WORK INSTRUCTION: How many lines in the records below hold the word "Bernardino"? Answer with the number alone.

INFORMATION SUPPLIED:
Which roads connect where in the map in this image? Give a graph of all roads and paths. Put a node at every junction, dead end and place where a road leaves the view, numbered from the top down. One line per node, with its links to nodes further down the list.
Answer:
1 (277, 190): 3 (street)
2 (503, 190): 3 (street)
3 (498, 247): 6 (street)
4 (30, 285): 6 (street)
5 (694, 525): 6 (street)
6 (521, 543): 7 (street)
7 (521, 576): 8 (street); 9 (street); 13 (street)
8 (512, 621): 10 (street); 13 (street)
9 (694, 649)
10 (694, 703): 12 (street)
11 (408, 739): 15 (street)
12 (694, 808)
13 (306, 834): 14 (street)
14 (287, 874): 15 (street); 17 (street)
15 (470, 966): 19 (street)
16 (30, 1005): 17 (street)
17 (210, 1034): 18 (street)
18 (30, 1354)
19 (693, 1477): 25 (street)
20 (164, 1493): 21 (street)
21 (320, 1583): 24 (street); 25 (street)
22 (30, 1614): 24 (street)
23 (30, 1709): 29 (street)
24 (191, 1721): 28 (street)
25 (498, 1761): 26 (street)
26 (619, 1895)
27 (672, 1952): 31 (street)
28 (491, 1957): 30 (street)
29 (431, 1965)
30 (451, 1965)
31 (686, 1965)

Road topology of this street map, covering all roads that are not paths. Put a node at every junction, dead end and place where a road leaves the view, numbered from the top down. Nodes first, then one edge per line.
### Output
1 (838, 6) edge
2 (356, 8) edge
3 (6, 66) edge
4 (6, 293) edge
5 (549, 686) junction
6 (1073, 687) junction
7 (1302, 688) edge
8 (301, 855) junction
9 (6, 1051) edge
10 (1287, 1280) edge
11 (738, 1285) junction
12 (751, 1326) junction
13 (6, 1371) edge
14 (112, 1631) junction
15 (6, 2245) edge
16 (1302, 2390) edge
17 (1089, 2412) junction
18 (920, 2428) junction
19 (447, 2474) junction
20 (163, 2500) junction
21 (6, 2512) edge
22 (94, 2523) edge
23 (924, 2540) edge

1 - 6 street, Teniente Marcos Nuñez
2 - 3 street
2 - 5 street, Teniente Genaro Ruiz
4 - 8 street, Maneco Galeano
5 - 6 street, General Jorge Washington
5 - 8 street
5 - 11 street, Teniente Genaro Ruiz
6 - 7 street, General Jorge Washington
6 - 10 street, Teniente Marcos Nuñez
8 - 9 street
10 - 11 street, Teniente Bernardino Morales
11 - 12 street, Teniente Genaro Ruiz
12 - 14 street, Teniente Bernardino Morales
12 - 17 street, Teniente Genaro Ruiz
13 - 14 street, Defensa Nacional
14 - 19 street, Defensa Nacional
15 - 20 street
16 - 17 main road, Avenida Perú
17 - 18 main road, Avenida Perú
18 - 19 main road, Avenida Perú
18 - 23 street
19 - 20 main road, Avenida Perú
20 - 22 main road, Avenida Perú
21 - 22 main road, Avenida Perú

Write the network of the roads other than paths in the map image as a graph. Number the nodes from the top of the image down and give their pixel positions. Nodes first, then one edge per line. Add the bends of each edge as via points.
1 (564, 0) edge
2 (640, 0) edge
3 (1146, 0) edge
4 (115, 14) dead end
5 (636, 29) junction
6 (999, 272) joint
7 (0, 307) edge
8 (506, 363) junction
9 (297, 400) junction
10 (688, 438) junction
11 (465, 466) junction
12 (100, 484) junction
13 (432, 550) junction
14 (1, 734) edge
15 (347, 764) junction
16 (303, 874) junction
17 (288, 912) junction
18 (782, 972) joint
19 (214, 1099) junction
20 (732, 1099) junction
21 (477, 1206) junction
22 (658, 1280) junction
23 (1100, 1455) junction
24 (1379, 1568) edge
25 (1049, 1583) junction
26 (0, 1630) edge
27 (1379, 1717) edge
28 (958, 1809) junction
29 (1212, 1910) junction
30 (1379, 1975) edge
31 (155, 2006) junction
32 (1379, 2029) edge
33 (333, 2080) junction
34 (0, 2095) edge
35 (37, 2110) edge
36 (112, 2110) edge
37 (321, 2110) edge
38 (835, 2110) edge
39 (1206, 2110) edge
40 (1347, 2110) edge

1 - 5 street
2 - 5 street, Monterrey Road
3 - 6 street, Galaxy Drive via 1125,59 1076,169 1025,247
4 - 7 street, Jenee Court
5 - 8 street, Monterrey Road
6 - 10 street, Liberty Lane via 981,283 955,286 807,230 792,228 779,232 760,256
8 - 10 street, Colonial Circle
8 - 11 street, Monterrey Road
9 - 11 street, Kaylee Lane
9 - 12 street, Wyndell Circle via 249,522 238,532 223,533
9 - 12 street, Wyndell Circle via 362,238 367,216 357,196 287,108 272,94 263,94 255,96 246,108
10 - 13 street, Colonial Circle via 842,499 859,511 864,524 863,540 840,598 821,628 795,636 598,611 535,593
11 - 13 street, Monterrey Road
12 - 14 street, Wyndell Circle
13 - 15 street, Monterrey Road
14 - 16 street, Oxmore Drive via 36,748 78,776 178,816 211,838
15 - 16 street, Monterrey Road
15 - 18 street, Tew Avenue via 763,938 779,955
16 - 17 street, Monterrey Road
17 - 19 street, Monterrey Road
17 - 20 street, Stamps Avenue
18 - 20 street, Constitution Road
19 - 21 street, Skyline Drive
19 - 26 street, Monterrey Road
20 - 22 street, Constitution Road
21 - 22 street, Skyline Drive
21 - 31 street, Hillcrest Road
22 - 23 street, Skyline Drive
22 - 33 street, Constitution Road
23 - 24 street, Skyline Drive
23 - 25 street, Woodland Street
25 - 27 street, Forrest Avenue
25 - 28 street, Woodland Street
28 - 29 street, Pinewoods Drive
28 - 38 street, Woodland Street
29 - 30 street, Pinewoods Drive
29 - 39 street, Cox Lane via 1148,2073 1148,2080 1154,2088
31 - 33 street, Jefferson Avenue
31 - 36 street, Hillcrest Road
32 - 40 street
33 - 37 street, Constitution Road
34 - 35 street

RESPONSE BOX: 2